Supplied information.
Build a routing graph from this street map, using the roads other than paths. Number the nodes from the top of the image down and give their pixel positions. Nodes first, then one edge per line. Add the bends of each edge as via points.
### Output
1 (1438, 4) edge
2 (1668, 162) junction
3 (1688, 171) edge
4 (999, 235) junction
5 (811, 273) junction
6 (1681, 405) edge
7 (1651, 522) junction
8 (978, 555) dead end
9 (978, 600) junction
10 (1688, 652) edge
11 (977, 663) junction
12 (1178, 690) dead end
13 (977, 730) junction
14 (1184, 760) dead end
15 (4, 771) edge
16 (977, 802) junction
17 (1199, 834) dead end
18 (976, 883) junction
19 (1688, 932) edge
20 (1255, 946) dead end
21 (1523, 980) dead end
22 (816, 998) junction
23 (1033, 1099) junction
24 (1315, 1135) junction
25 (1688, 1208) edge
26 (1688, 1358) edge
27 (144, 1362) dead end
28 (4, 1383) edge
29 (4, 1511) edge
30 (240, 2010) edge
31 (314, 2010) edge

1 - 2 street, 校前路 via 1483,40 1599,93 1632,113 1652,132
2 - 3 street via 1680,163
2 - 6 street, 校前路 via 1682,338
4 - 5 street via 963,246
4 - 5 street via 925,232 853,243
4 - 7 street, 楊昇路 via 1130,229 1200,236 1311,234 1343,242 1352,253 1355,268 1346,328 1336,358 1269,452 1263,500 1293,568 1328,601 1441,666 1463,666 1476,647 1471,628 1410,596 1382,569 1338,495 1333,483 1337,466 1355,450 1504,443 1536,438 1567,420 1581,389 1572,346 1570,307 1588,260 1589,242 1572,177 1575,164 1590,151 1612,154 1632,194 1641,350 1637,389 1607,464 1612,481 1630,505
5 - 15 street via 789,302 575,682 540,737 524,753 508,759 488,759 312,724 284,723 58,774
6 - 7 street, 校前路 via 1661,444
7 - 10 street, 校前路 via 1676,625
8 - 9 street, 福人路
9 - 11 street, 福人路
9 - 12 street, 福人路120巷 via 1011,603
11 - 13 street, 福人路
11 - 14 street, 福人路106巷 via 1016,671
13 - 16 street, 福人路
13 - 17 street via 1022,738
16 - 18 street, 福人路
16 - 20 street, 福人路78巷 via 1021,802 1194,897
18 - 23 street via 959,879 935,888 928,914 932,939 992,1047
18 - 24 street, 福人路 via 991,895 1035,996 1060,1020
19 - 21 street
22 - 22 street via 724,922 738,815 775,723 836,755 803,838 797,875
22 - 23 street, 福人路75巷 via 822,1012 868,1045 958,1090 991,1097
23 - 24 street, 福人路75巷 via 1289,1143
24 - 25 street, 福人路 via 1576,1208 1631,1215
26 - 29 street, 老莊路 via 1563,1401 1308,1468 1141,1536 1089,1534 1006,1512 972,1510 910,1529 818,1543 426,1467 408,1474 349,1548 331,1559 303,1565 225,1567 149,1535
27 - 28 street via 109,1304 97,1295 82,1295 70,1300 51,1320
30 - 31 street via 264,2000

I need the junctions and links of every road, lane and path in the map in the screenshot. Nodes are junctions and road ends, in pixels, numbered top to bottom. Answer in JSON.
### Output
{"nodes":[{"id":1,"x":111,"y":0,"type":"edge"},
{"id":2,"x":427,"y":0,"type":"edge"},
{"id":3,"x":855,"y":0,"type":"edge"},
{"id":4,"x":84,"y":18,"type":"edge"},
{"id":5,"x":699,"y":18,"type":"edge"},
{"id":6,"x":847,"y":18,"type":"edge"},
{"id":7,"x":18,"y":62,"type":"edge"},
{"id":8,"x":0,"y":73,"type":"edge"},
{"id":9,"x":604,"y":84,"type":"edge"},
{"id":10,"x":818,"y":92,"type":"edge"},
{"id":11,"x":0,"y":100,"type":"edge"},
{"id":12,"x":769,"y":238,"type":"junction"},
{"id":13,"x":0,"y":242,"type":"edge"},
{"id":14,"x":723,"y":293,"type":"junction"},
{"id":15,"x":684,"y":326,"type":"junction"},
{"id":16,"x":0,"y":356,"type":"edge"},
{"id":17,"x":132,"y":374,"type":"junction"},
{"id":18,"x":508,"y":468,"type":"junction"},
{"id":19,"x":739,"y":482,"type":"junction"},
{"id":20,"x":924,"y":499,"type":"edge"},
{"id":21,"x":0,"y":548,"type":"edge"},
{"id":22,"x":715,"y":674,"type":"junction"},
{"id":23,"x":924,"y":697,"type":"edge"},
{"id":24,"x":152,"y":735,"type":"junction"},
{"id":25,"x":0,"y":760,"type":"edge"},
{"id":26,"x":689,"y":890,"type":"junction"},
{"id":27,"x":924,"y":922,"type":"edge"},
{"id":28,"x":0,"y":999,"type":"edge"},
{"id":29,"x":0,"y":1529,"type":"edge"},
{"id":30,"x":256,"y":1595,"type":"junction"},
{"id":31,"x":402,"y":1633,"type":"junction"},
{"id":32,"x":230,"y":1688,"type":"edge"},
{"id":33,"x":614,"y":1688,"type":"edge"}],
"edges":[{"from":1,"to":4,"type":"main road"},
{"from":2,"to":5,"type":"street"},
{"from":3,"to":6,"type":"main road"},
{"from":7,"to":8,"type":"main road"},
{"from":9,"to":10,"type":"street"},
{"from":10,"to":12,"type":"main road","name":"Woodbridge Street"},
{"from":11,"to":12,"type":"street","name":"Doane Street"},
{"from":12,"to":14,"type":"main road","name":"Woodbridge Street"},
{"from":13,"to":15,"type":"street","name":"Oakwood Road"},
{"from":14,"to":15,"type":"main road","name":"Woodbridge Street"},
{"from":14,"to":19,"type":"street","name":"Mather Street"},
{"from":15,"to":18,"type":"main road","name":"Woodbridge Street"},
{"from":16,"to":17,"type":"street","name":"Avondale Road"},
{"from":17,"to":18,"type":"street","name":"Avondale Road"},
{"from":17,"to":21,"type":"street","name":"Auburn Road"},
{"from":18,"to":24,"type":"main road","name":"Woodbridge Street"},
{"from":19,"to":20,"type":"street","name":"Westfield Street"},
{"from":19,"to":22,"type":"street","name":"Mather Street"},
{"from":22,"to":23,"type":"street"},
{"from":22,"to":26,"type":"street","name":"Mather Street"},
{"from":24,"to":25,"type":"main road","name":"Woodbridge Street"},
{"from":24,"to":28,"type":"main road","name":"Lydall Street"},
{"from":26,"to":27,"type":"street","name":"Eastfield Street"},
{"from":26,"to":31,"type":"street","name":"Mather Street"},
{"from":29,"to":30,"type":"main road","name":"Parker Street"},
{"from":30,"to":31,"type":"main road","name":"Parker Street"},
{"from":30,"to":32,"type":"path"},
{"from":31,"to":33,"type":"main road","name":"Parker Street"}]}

Work to be completed.
Looking at the entries above, report how many of their lines include "Woodbridge", and add nothing else.

Solution to the exercise.
6